YS: One way was the collective action of people who had the disease. Long-term media campaigns were conducted to spread knowledge about the disease. Movies, books and plays were also produced.

In Japan, Hanseniasis ceased to be the ‘disease of silence’. The nation apologised for the discrimination and compensated those affected. But in other countries, people affected by the disease have not yet come together to fight. Brazil, however, does have a very active movement.

IPS: As an example of what can be done, you cite Brazil’s Movement for the Reintegration of People Affected by Hanseniasis, MORHAN. Are there similar initiatives in other countries?

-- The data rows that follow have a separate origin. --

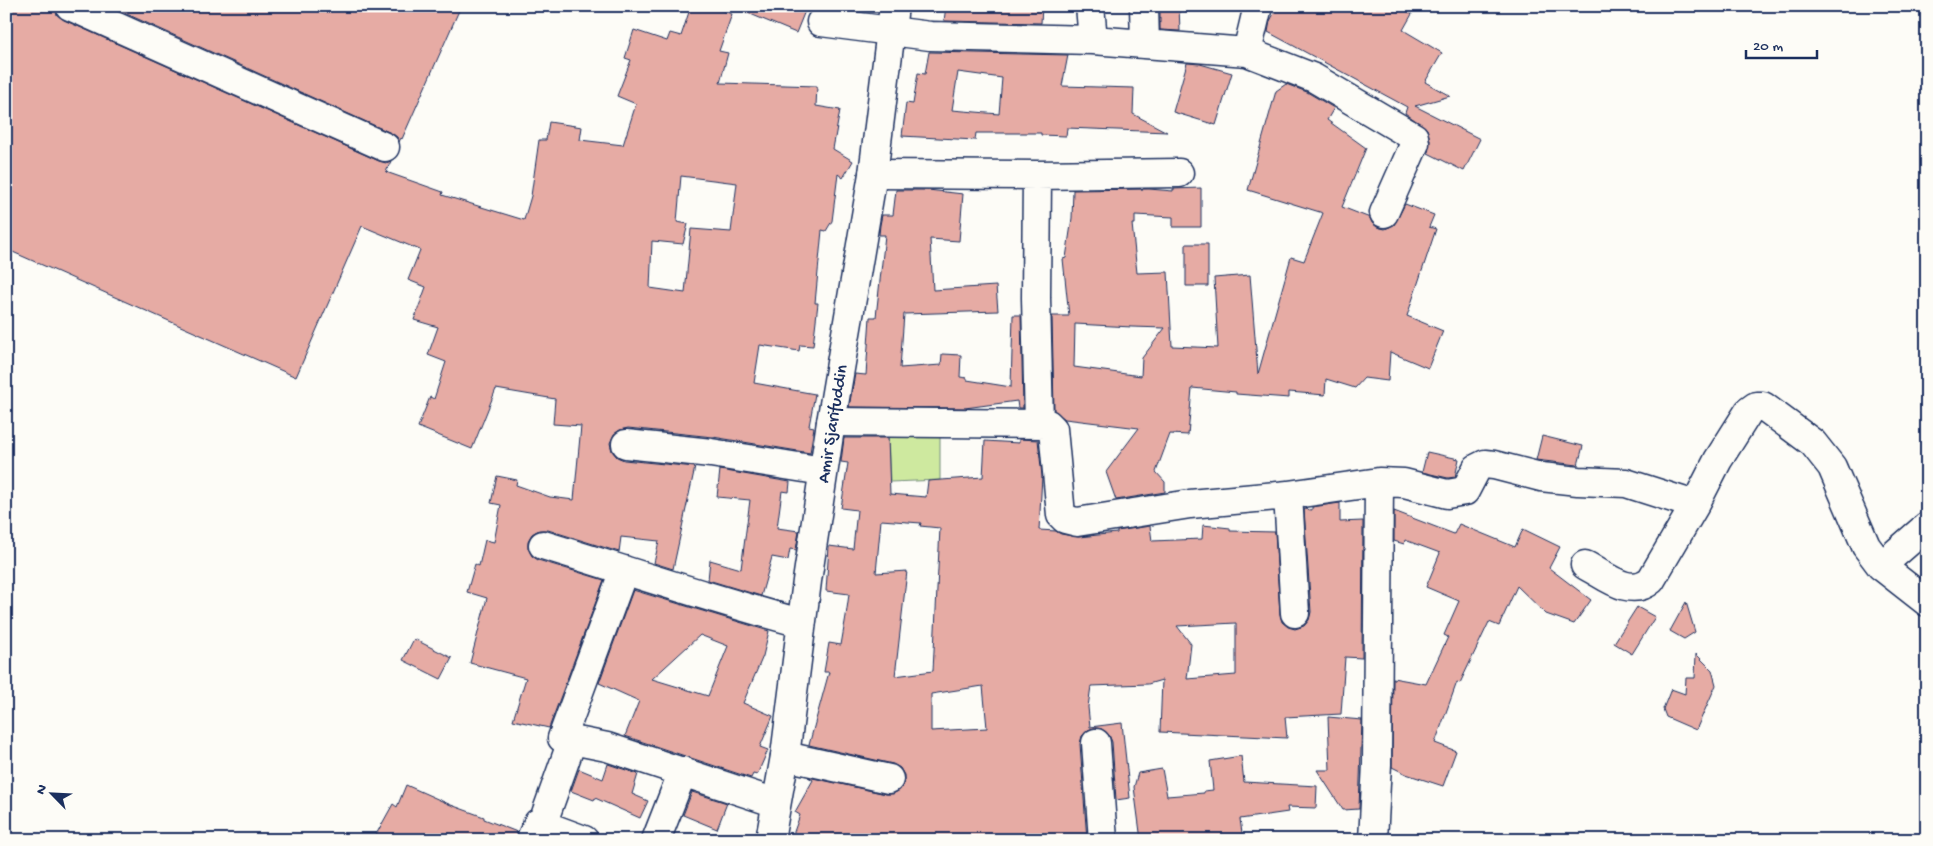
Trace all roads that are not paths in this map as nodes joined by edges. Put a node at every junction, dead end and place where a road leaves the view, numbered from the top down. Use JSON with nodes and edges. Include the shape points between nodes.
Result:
{"nodes":[{"id":1,"x":70,"y":6,"type":"edge"},
{"id":2,"x":1090,"y":6,"type":"edge"},
{"id":3,"x":1144,"y":6,"type":"edge"},
{"id":4,"x":1258,"y":6,"type":"edge"},
{"id":5,"x":893,"y":18,"type":"edge"},
{"id":6,"x":821,"y":22,"type":"dead end"},
{"id":7,"x":1093,"y":40,"type":"junction"},
{"id":8,"x":1145,"y":44,"type":"junction"},
{"id":9,"x":1247,"y":52,"type":"junction"},
{"id":10,"x":385,"y":147,"type":"dead end"},
{"id":11,"x":1179,"y":173,"type":"dead end"},
{"id":12,"x":873,"y":174,"type":"junction"},
{"id":13,"x":1038,"y":175,"type":"junction"},
{"id":14,"x":1384,"y":213,"type":"dead end"},
{"id":15,"x":830,"y":422,"type":"junction"},
{"id":16,"x":1039,"y":424,"type":"junction"},
{"id":17,"x":626,"y":444,"type":"dead end"},
{"id":18,"x":823,"y":470,"type":"junction"},
{"id":19,"x":1379,"y":482,"type":"junction"},
{"id":20,"x":1288,"y":494,"type":"junction"},
{"id":21,"x":1696,"y":505,"type":"junction"},
{"id":22,"x":1927,"y":526,"type":"edge"},
{"id":23,"x":542,"y":545,"type":"dead end"},
{"id":24,"x":1585,"y":565,"type":"dead end"},
{"id":25,"x":1881,"y":566,"type":"junction"},
{"id":26,"x":624,"y":570,"type":"junction"},
{"id":27,"x":1927,"y":602,"type":"edge"},
{"id":28,"x":1295,"y":614,"type":"dead end"},
{"id":29,"x":801,"y":623,"type":"junction"},
{"id":30,"x":572,"y":741,"type":"junction"},
{"id":31,"x":1096,"y":743,"type":"dead end"},
{"id":32,"x":785,"y":756,"type":"junction"},
{"id":33,"x":683,"y":771,"type":"junction"},
{"id":34,"x":889,"y":779,"type":"dead end"},
{"id":35,"x":776,"y":804,"type":"junction"},
{"id":36,"x":536,"y":832,"type":"edge"},
{"id":37,"x":584,"y":840,"type":"edge"},
{"id":38,"x":656,"y":840,"type":"edge"},
{"id":39,"x":770,"y":840,"type":"edge"},
{"id":40,"x":1103,"y":840,"type":"edge"},
{"id":41,"x":1373,"y":840,"type":"edge"}],
"edges":[{"from":1,"to":10,"type":"street"},
{"from":2,"to":7,"type":"street"},
{"from":3,"to":8,"type":"street"},
{"from":4,"to":9,"type":"street"},
{"from":5,"to":6,"type":"street"},
{"from":5,"to":7,"type":"street","via":[[930,36]]},
{"from":5,"to":12,"type":"street","name":"Amir Sjarifuddin"},
{"from":7,"to":8,"type":"street"},
{"from":8,"to":9,"type":"street"},
{"from":9,"to":14,"type":"street","via":[[1314,78],[1414,137],[1415,142]]},
{"from":11,"to":13,"type":"street"},
{"from":12,"to":13,"type":"street"},
{"from":12,"to":15,"type":"street","name":"Amir Sjarifuddin"},
{"from":13,"to":16,"type":"street"},
{"from":15,"to":16,"type":"street"},
{"from":15,"to":18,"type":"street","name":"Amir Sjarifuddin"},
{"from":16,"to":20,"type":"street","via":[[1048,424],[1053,430],[1061,514],[1070,521]]},
{"from":17,"to":18,"type":"street"},
{"from":18,"to":29,"type":"street","name":"Amir Sjarifuddin"},
{"from":19,"to":20,"type":"street"},
{"from":19,"to":21,"type":"street","via":[[1404,483],[1447,494],[1457,493],[1465,491],[1480,465],[1494,465],[1542,477],[1626,483]]},
{"from":19,"to":41,"type":"street","via":[[1377,764]]},
{"from":20,"to":28,"type":"street"},
{"from":21,"to":24,"type":"street","via":[[1651,580],[1644,586],[1625,587]]},
{"from":21,"to":25,"type":"street","via":[[1718,460],[1749,411],[1763,406],[1813,442],[1822,453],[1832,467],[1866,546]]},
{"from":22,"to":25,"type":"street"},
{"from":23,"to":26,"type":"street"},
{"from":25,"to":27,"type":"street"},
{"from":26,"to":29,"type":"street"},
{"from":26,"to":30,"type":"street","via":[[562,738]]},
{"from":29,"to":32,"type":"street","name":"Amir Sjarifuddin"},
{"from":30,"to":33,"type":"street","via":[[607,746]]},
{"from":30,"to":36,"type":"street"},
{"from":31,"to":40,"type":"street"},
{"from":32,"to":34,"type":"street"},
{"from":32,"to":35,"type":"street","name":"Amir Sjarifuddin"},
{"from":33,"to":35,"type":"street"},
{"from":33,"to":38,"type":"street"},
{"from":35,"to":39,"type":"street","name":"Amir Sjarifuddin"},
{"from":36,"to":37,"type":"street"}]}
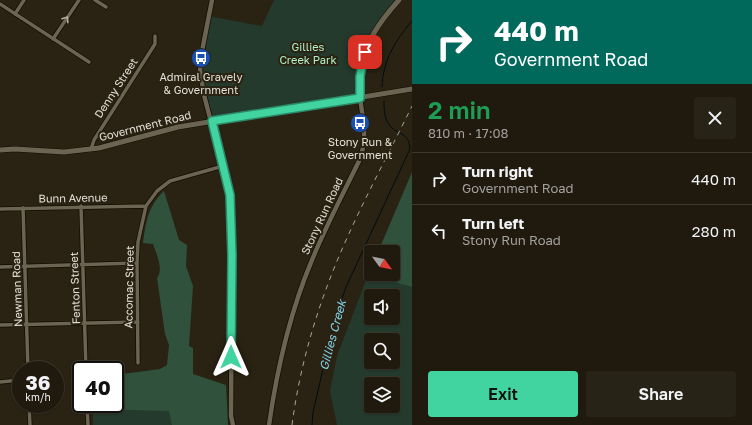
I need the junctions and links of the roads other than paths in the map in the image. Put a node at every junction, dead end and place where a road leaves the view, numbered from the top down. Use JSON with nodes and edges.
{"nodes":[{"id":1,"x":24,"y":0,"type":"edge"},
{"id":2,"x":79,"y":0,"type":"edge"},
{"id":3,"x":95,"y":0,"type":"edge"},
{"id":4,"x":212,"y":0,"type":"edge"},
{"id":5,"x":399,"y":0,"type":"edge"},
{"id":6,"x":0,"y":4,"type":"edge"},
{"id":7,"x":106,"y":7,"type":"dead end"},
{"id":8,"x":15,"y":14,"type":"junction"},
{"id":9,"x":155,"y":36,"type":"dead end"},
{"id":10,"x":53,"y":39,"type":"junction"},
{"id":11,"x":89,"y":62,"type":"dead end"},
{"id":12,"x":412,"y":89,"type":"edge"},
{"id":13,"x":360,"y":98,"type":"junction"},
{"id":14,"x":212,"y":121,"type":"junction"},
{"id":15,"x":91,"y":149,"type":"junction"},
{"id":16,"x":0,"y":150,"type":"edge"},
{"id":17,"x":223,"y":166,"type":"junction"},
{"id":18,"x":81,"y":206,"type":"junction"},
{"id":19,"x":146,"y":206,"type":"junction"},
{"id":20,"x":0,"y":208,"type":"edge"},
{"id":21,"x":23,"y":208,"type":"junction"},
{"id":22,"x":137,"y":263,"type":"junction"},
{"id":23,"x":83,"y":265,"type":"junction"},
{"id":24,"x":0,"y":267,"type":"edge"},
{"id":25,"x":25,"y":267,"type":"junction"},
{"id":26,"x":138,"y":322,"type":"junction"},
{"id":27,"x":84,"y":323,"type":"junction"},
{"id":28,"x":0,"y":325,"type":"edge"},
{"id":29,"x":27,"y":325,"type":"junction"},
{"id":30,"x":28,"y":361,"type":"edge"},
{"id":31,"x":86,"y":361,"type":"edge"},
{"id":32,"x":138,"y":363,"type":"dead end"},
{"id":33,"x":12,"y":381,"type":"edge"},
{"id":34,"x":0,"y":382,"type":"edge"},
{"id":35,"x":30,"y":413,"type":"edge"},
{"id":36,"x":87,"y":413,"type":"edge"},
{"id":37,"x":30,"y":425,"type":"edge"},
{"id":38,"x":88,"y":425,"type":"edge"},
{"id":39,"x":233,"y":425,"type":"edge"},
{"id":40,"x":269,"y":425,"type":"edge"}],
"edges":[{"from":1,"to":8,"type":"street"},
{"from":10,"to":2,"type":"street","one_way":true},
{"from":3,"to":7,"type":"street"},
{"from":4,"to":14,"type":"street"},
{"from":5,"to":13,"type":"main road","name":"Stony Run Road"},
{"from":6,"to":8,"type":"street"},
{"from":8,"to":10,"type":"street"},
{"from":9,"to":15,"type":"street","name":"Denny Street"},
{"from":10,"to":11,"type":"street"},
{"from":12,"to":13,"type":"main road","name":"Government Road"},
{"from":13,"to":14,"type":"main road","name":"Government Road"},
{"from":13,"to":40,"type":"street","name":"Stony Run Road"},
{"from":14,"to":15,"type":"main road","name":"Government Road"},
{"from":14,"to":17,"type":"street"},
{"from":15,"to":16,"type":"main road","name":"Government Road"},
{"from":17,"to":19,"type":"street","name":"Accomac Street"},
{"from":17,"to":39,"type":"street"},
{"from":18,"to":19,"type":"street","name":"Bunn Avenue"},
{"from":18,"to":21,"type":"street","name":"Bunn Avenue"},
{"from":18,"to":23,"type":"street","name":"Fenton Street"},
{"from":19,"to":22,"type":"street","name":"Accomac Street"},
{"from":20,"to":21,"type":"street","name":"Bunn Avenue"},
{"from":21,"to":25,"type":"street","name":"Newman Road"},
{"from":22,"to":23,"type":"street"},
{"from":22,"to":26,"type":"street","name":"Accomac Street"},
{"from":23,"to":25,"type":"street"},
{"from":23,"to":27,"type":"street","name":"Fenton Street"},
{"from":24,"to":25,"type":"street"},
{"from":25,"to":29,"type":"street","name":"Newman Road"},
{"from":26,"to":27,"type":"street"},
{"from":26,"to":32,"type":"street","name":"Accomac Street"},
{"from":27,"to":29,"type":"street"},
{"from":27,"to":31,"type":"street","name":"Fenton Street"},
{"from":28,"to":29,"type":"street"},
{"from":29,"to":30,"type":"street","name":"Newman Road"},
{"from":33,"to":34,"type":"street"},
{"from":35,"to":37,"type":"street"},
{"from":36,"to":38,"type":"street"}]}
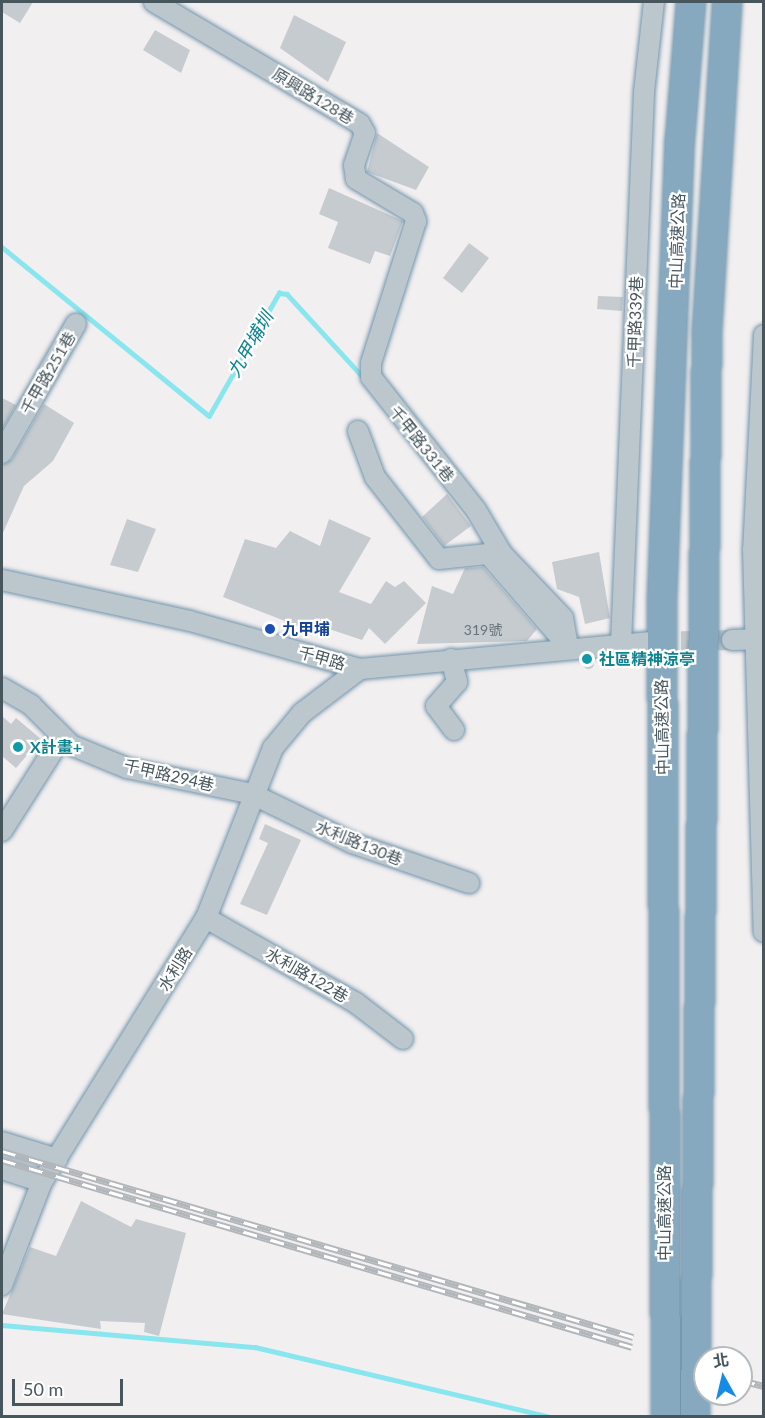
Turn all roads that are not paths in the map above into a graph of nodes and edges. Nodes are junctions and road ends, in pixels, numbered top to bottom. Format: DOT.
graph roads {
  1 [pos="154,2"];
  2 [pos="654,2"];
  3 [pos="691,2"];
  4 [pos="727,2"];
  5 [pos="415,216"];
  6 [pos="76,324"];
  7 [pos="764,335"];
  8 [pos="358,431"];
  9 [pos="2,453"];
  10 [pos="2,580"];
  11 [pos="732,639"];
  12 [pos="760,639"];
  13 [pos="649,642"];
  14 [pos="621,644"];
  15 [pos="568,646"];
  16 [pos="452,659"];
  17 [pos="360,669"];
  18 [pos="2,687"];
  19 [pos="454,730"];
  20 [pos="60,738"];
  21 [pos="252,794"];
  22 [pos="2,831"];
  23 [pos="469,884"];
  24 [pos="206,918"];
  25 [pos="764,932"];
  26 [pos="403,1039"];
  27 [pos="2,1142"];
  28 [pos="57,1159"];
  29 [pos="2,1169"];
  30 [pos="42,1182"];
  31 [pos="663,1189"];
  32 [pos="2,1285"];
  33 [pos="699,1304"];
  34 [pos="702,1346"];
  35 [pos="650,1416"];
  36 [pos="666,1416"];
  37 [pos="695,1416"];
  1 -- 5 [label="street, 原興路128巷"];
  2 -- 14 [label="street, 千甲路339巷"];
  3 -- 31 [label="highway, 中山高速公路"];
  4 -- 33 [label="highway, 中山高速公路"];
  5 -- 15 [label="street, 千甲路331巷"];
  6 -- 9 [label="street, 千甲路251巷"];
  7 -- 12 [label="street"];
  8 -- 15 [label="street"];
  10 -- 17 [label="street, 千甲路"];
  11 -- 12 [label="street"];
  12 -- 25 [label="street"];
  13 -- 14 [label="street, 千甲路"];
  14 -- 15 [label="street, 千甲路"];
  15 -- 16 [label="street, 千甲路"];
  16 -- 17 [label="street, 千甲路"];
  16 -- 19 [label="street"];
  17 -- 21 [label="street, 水利路"];
  18 -- 20 [label="street, 千甲路294巷"];
  20 -- 21 [label="street, 千甲路294巷"];
  20 -- 22 [label="street"];
  21 -- 23 [label="street, 水利路130巷"];
  21 -- 24 [label="street, 水利路"];
  24 -- 26 [label="street, 水利路122巷"];
  24 -- 28 [label="street, 水利路"];
  27 -- 28 [label="street"];
  28 -- 30 [label="street, 水利路"];
  29 -- 30 [label="street"];
  30 -- 32 [label="street, 水利路"];
  31 -- 35 [label="highway"];
  31 -- 36 [label="highway, 中山高速公路"];
  33 -- 34 [label="highway"];
  33 -- 37 [label="highway, 中山高速公路"];
}
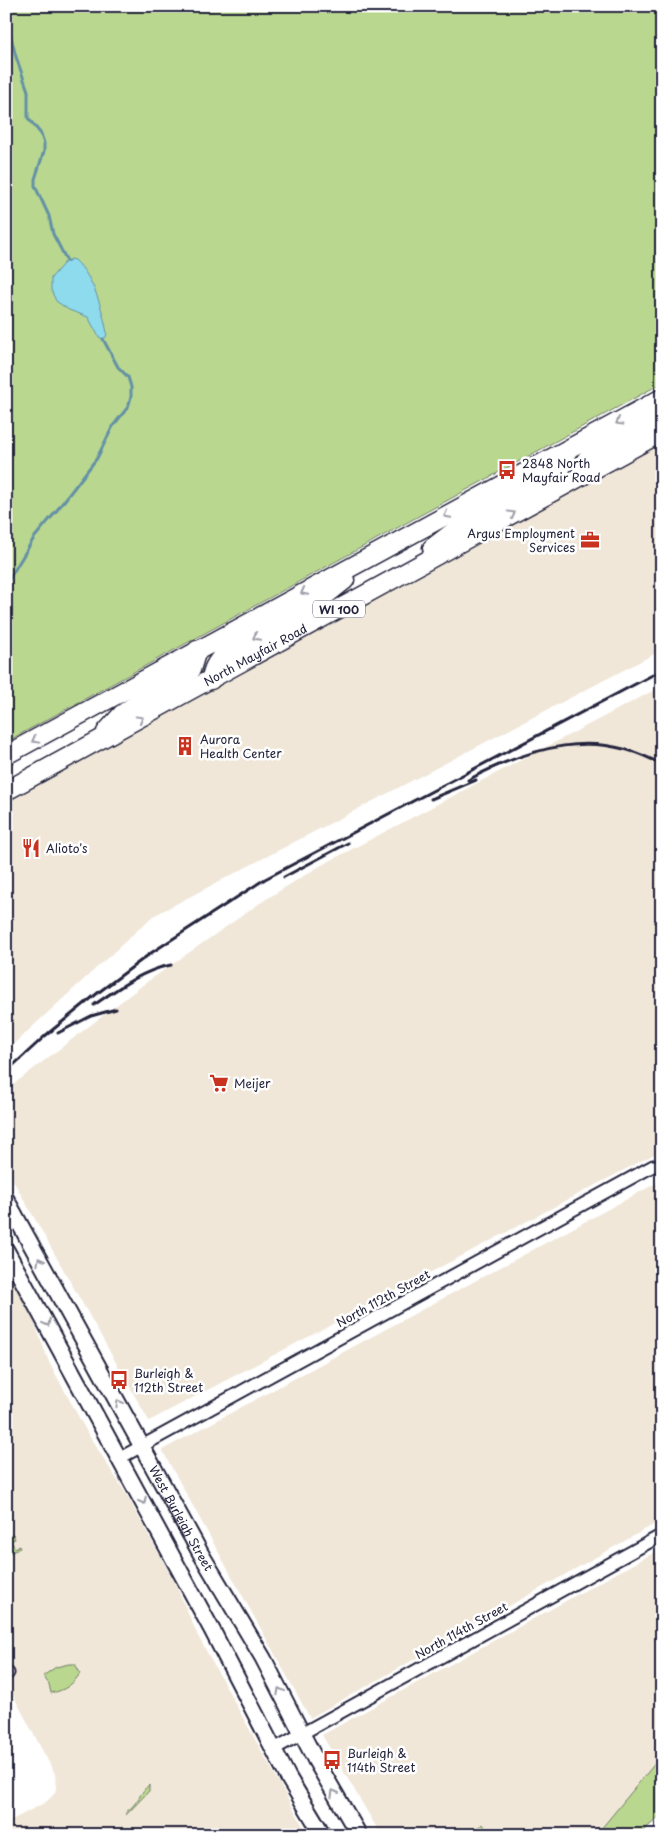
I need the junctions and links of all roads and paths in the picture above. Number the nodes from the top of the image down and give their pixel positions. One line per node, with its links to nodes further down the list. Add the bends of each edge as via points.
1 (662, 398): 4 (main road, WI 100, one-way to 4)
2 (662, 414): 5 (main road, via 593,452 581,467)
3 (660, 433): 5 (main road, North Mayfair Road / WI 100)
4 (567, 450): 6 (main road, WI 100, one-way to 6); 7 (main road, via 566,461 553,475 466,522)
5 (582, 476): 7 (main road, North Mayfair Road / WI 100, one-way to 5)
6 (382, 550): 8 (main road, WI 100, one-way to 8); 9 (main road, one-way to 9, via 311,607 223,654 216,662)
7 (389, 582): 9 (main road, North Mayfair Road / WI 100)
8 (196, 650): 10 (main road, via 191,670 122,714); 11 (main road, WI 100, one-way to 11)
9 (211, 680): 10 (main road, North Mayfair Road / WI 100, one-way to 9)
10 (97, 742): 12 (main road, North Mayfair Road / WI 100)
11 (6, 755)
12 (6, 792)
13 (662, 1166): 16 (street, North 112th Street, via 653,1166 543,1225)
14 (6, 1199): 16 (main road, West Burleigh Street, one-way to 14)
15 (6, 1250): 17 (main road, one-way to 17)
16 (142, 1446): 17 (street, North 112th Street); 19 (main road, West Burleigh Street, one-way to 16)
17 (120, 1458): 20 (main road, one-way to 20)
18 (662, 1535): 19 (street, North 114th Street)
19 (303, 1734): 20 (street, North 114th Street); 22 (main road, West Burleigh Street, one-way to 19)
20 (274, 1749): 21 (main road)
21 (323, 1835)
22 (359, 1835)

YS: Morhan really stands out as a model. Organisations have been formed by patients in India and Ethiopia, but they still have limited political influence. The Nippon Foundation encourages such movements.

IPS: You’ve visited Brazil more than 10 times. Have you seen any progress on this tour of the states of Pará and Maranhão, in the north, and in Brasilia?

YS: On that trip we couldn’t visit patients’ homes and talk to them, but we did see that the national, regional and local governments are motivated. We will be able to expand our activities here. In any country, if the highest-level leaders, such as presidents and prime ministers, take the initiative, solutions can be accelerated.

We agreed to organise a national meeting, promoted by the Health Ministry and sponsored by the Nippon Foundation, if possible with the participation of President Jair Bolsonaro, to bolster action against Hanseniasis.

We believe that this would generate a strong current to reduce the prevalence of Hanseniasis to zero and also to eliminate discrimination and prejudice. If this happens, my visit could be considered very successful.

IPS: What would you emphasise about the results of your visit?

YS: The message that President Bolsonaro spread directly to the population through Facebook during our meeting, with his view addressed to all politicians, to his team and and to all government officials on the need to eliminate the disease. I feel as if I have obtained the support of a million people who will work with us.